Kevin Speed prend son temps: le concurrent low-cost de la SNCF dans la grande vitesse retarde son départ de 2 ans, ce sera... en 2030

Que le chemin est difficile pour les nouveaux venus de la grande vitesse ferroviaire en France afin de concurrencer les TGV de SNCF Voyageurs. Et la communication bien rodée de ces jeunes compagnies annonçant parfois des dates de lancement très optimistes se heurte à deux réalités: financière avec le défi de réunir au moins un milliard d'euros pour se lancer, et matérielle avec les délais de production chez les industriels de plus en plus longs des trains.
Ces deux réalités bousculent mécaniquement les calendriers de ces entreprises qui partent de zéro même si elles sont dirigées par des professionnels du secteur.
Exemple avec Kevin Speed et son service Ilisto dirigé par Laurent Fourtune (un expert des transports urbains notamment avec la RATP) associé à quatre experts du rail.
Annoncé il y a un an, le projet de nouvel opérateur ferroviaire à grande vitesse avec des liaisons vers Lille, Strasbourg et Lyon avec une desserte des gares intermédiaires et une approche tarifaire "abordable" avance mais est encore loin d'être bouclé.

Interrogé en mai dernier, Laurent Fourtune disait toujours tabler sur un lancement commercial à horizon fin 2028, une date également écrite sur ses supports de communication.
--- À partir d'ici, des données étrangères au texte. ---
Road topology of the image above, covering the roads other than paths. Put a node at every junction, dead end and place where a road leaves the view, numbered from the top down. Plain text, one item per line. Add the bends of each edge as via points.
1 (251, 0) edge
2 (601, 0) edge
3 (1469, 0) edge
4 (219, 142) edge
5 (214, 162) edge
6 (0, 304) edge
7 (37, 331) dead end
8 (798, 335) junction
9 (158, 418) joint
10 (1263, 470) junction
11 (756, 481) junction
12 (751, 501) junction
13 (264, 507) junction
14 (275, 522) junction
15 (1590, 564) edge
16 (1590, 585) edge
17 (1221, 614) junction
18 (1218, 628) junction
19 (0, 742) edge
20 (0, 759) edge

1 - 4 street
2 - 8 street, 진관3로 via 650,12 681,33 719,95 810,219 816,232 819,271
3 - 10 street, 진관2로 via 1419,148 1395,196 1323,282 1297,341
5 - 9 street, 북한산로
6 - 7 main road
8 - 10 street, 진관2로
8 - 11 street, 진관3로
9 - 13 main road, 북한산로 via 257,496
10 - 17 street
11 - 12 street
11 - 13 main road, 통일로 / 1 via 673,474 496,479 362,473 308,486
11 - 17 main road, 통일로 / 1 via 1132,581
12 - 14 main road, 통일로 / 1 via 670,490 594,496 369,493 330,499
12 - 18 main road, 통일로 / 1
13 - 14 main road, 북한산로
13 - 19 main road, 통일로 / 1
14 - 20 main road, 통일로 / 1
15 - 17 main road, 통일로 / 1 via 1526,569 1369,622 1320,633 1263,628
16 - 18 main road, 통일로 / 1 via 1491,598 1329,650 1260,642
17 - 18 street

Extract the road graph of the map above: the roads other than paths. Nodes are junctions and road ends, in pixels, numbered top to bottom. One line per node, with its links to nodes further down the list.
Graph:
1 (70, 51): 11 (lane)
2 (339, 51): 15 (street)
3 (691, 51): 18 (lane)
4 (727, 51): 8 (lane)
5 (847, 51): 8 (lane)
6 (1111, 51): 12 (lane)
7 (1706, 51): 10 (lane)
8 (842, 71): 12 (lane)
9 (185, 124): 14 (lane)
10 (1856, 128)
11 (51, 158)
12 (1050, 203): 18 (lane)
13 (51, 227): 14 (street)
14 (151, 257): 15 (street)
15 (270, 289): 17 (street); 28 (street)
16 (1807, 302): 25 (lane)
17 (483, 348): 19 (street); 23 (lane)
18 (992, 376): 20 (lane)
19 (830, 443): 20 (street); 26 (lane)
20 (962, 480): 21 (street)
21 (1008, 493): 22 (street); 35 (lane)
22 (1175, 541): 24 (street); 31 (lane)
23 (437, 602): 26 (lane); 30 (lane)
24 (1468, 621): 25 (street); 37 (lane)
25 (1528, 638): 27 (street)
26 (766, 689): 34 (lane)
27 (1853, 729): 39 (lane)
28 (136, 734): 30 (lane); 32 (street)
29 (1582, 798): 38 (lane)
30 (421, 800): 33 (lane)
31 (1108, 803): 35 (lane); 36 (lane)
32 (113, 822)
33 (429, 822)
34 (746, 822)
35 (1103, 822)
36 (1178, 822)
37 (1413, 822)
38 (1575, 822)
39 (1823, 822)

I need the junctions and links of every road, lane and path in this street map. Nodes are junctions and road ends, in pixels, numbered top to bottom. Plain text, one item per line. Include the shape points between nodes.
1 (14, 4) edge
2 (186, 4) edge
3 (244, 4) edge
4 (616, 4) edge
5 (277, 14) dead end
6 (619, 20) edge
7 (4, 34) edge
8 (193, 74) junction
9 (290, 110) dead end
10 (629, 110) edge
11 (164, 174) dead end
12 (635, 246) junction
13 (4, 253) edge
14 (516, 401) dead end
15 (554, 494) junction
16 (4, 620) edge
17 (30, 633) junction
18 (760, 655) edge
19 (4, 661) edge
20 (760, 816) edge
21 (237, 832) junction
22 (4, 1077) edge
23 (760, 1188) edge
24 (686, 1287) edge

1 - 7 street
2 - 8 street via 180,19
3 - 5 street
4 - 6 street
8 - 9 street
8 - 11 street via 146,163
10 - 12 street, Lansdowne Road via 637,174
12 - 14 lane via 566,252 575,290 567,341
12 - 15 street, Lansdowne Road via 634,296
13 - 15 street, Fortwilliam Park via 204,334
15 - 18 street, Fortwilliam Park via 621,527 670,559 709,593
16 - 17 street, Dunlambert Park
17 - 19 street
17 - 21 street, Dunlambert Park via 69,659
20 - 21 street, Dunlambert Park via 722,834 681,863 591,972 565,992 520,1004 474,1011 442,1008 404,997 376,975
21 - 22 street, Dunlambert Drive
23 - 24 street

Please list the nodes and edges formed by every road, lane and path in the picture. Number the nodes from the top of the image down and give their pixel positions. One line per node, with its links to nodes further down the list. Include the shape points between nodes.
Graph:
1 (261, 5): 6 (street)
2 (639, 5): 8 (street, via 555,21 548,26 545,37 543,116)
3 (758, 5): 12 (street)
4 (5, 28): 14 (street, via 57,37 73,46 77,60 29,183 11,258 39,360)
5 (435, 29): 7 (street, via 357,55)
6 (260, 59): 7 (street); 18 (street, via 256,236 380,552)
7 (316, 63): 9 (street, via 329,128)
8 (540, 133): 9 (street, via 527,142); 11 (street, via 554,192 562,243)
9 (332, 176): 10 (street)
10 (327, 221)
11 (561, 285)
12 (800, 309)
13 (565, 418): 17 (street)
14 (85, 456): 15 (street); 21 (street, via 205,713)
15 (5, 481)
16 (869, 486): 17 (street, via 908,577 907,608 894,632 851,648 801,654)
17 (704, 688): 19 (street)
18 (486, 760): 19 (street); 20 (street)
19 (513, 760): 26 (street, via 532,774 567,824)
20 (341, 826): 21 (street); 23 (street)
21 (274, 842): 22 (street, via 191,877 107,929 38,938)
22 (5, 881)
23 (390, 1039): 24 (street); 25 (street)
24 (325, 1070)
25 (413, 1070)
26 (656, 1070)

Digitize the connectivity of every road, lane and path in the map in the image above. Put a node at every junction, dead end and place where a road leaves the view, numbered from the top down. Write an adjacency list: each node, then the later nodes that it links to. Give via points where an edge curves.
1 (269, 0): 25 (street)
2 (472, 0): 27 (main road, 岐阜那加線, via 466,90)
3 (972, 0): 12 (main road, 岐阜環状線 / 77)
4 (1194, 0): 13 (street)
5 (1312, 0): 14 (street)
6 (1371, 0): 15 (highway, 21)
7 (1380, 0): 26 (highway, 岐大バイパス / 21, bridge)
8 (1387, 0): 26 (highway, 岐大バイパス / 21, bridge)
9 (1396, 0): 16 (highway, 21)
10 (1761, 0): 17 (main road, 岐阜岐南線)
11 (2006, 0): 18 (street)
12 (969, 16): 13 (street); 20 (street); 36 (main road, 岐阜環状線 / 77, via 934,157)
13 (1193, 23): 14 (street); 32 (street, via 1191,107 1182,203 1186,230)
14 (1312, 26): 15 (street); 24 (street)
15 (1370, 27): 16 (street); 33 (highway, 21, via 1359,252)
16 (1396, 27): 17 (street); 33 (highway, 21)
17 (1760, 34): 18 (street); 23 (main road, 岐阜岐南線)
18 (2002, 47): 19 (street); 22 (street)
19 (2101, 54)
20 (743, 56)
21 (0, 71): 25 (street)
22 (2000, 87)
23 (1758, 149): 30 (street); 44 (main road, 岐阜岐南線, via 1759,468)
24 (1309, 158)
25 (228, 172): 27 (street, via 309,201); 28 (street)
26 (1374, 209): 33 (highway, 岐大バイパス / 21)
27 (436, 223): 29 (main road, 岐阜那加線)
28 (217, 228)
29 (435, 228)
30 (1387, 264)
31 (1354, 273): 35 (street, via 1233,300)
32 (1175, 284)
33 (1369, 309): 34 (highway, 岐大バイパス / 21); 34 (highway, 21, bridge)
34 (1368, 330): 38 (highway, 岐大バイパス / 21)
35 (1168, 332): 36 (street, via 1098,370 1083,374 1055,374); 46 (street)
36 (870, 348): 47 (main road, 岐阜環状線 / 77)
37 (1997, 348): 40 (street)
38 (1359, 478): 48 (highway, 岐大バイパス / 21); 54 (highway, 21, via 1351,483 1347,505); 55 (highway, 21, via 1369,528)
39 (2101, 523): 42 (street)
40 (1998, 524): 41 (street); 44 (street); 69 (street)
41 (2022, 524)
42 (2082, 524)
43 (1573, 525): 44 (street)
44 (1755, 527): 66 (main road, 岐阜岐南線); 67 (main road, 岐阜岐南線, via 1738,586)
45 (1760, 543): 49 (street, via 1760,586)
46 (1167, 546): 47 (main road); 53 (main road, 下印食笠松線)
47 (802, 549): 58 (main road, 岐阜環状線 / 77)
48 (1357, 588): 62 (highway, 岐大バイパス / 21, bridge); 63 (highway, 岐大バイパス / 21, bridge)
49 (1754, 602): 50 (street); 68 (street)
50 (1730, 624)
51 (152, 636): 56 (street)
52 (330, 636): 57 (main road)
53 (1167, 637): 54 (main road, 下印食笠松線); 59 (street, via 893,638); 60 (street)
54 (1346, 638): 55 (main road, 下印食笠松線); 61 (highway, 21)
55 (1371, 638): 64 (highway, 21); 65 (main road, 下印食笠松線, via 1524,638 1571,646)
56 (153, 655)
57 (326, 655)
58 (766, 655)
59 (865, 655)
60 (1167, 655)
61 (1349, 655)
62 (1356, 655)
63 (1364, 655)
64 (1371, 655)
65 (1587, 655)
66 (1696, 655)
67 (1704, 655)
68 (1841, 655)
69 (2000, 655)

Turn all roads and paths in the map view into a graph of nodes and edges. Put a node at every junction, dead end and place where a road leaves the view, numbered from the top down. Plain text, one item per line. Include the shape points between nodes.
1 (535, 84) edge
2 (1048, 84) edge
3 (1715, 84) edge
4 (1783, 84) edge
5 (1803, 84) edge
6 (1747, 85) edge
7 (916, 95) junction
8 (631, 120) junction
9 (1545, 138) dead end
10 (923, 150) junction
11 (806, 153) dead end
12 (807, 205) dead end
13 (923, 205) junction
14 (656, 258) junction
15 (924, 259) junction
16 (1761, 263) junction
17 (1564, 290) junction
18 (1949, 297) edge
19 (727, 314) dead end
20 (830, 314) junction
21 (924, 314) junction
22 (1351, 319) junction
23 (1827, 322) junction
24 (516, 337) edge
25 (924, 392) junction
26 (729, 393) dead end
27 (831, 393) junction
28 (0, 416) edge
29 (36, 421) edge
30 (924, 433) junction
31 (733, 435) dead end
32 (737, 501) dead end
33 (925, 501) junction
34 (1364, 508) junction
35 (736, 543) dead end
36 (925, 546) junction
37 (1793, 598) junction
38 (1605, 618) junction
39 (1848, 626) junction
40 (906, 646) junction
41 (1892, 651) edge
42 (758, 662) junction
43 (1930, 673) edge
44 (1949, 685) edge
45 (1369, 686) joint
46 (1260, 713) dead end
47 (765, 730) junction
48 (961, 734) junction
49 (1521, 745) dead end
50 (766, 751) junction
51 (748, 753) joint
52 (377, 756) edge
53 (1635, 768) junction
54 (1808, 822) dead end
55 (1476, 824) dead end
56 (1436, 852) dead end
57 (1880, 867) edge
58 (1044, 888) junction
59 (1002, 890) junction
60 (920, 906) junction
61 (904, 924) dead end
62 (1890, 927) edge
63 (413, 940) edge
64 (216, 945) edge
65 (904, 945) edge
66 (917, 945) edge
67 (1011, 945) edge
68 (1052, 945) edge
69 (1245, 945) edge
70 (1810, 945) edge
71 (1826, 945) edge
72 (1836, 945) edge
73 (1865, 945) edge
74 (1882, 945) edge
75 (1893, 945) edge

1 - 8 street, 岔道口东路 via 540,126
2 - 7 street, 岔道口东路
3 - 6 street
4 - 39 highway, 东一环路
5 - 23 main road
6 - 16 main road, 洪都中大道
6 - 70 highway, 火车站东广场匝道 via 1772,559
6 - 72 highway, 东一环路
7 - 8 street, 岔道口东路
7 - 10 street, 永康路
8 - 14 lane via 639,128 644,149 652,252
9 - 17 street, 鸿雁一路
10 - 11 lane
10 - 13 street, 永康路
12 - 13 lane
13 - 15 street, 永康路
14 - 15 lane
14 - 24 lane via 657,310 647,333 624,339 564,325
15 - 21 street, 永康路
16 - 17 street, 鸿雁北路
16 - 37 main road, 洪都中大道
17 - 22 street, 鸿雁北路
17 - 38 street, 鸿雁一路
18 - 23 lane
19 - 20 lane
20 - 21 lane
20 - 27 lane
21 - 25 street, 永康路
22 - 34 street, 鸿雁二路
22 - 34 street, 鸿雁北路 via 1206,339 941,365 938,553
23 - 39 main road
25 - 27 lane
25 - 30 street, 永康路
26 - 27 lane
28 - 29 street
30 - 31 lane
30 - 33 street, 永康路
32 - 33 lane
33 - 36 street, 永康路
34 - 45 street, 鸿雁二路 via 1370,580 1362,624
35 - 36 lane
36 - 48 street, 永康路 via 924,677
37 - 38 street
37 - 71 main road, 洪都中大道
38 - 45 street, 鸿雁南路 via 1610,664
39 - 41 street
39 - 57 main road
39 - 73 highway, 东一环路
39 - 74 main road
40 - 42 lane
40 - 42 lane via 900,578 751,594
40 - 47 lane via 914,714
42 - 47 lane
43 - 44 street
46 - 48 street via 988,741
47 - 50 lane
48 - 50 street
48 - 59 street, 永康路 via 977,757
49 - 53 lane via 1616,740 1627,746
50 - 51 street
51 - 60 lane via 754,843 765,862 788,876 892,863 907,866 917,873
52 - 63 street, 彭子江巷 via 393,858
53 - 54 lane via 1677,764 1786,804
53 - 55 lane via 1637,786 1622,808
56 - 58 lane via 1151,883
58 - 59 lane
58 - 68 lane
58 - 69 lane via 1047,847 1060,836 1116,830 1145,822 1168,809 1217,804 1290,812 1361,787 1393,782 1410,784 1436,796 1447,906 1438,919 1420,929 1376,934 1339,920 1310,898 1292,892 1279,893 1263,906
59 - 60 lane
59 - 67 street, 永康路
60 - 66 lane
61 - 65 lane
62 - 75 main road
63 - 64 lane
La compagnie évoque aujourd'hui plutôt la seconde moitié de 2030. Un nouvel objectif confirmé par l'entreprise à BFM Business.
Financement toujours pas bouclé
L'opérateur cherche toujours à boucler un financement de 1,2 milliard d'euros, un défi aujourd'hui encore plus complexe étant donné le contexte politique et économique avec la remontée des taux d'intérêt.
"On avance, les discussions avec les banques et les investisseurs sont très avancées, on boucle le pool d'investisseurs", nous expliquait Laurent Fourtune.
Dans le Financial Times, son directeur financier Guy Saidenberg dit espérer lever les fonds d'ici la fin de l'année.
En attendant, l'opérateur annonce à nos confrères de La Tribune avoir choisi Le Creusot pour y installer sa base d'exploitation et de maintenance. La première pierre devrait être posé en 2027 ou en 2028.
"La zone Coriolis, en face de la gare TGV du Creusot, a été retenue pour sa proximité avec la ligne Paris-Lyon. Le bassin du Creusot-Montceau dispose des ressources nécessaires pour former nos techniciens et conducteurs", explique-t-il.
Rappelons que 'idée d'Ilisto est d'offrir "la grande vitesse pour tous, tous les jours" avec "des trains rapides (300 km/h) et low-cost entre les métropoles et les villes situées proches de celles-ci à l’horizon, soit une desserte fine des territoires mais à grande vitesse, à mi-chemin entre le TGV et l'Intercités avec des "rotations rapides et nombreuses".
"Notre logique, c'est celle de l'aérien avec une forte densité de passagers à bord de trains standardisés, des arrêts courts pour gagner du temps et de l'argent, beaucoup de rotations, des gares intermédiaires pour attirer des voyageurs qui ont peu de solutions de transports rapides vers Paris et des prix bas", expliquait à BFM Business, Laurent Fourtune.
Logique du low cost aérien
Et d'évoquer 3 euros aux 100 km en heure creuse pour les trains à destination de Strasbourg et Lille, et à partir de 5 euros aux 100 km en heure creuse pour ceux partant pour Lyon.
Côté trains, l'opérateur affirme s'être engagé à acheter 20 nouvelles rames à Alstom, "elles sont spécialement conçues afin de répondre aux besoins du plan d'affaires innovant d’ilisto", peut-on lire dans un communiqué.
"Nous ferons rouler des rames à 1 étage Avelia Stream 300 qui pourront embarquer 750 personnes", poursuit le dirigeant.
C'est bien plus qu'un TGV classique à deux étages qui peut en embarquer 634, la capacité et le remplissage étant la clé de la rentabilité dans cette équation.
Mais faute de plan de financement bouclé, rien n'a encore été signé avec Alstom, et même si les deux entreprises travaillent ensemble depuis quelques années sur les spécificités du train, la production n'a pas commencé.
Etant donné les délais de fabrication entre la signature du contrat commercial et les premiers tours de roues commerciaux, au moins cinq ans en étant optimiste, on comprend mieux pourquoi Kevin Speed décale son calendrier.
Rappelons que le seul nouvel opérateur dans la grande vitesse ayant bouclé un plan de financement et signé un contrat de fabrication de rames est Velvet (ex-Proxima) qui entend attaquer la façade ouest en 2028.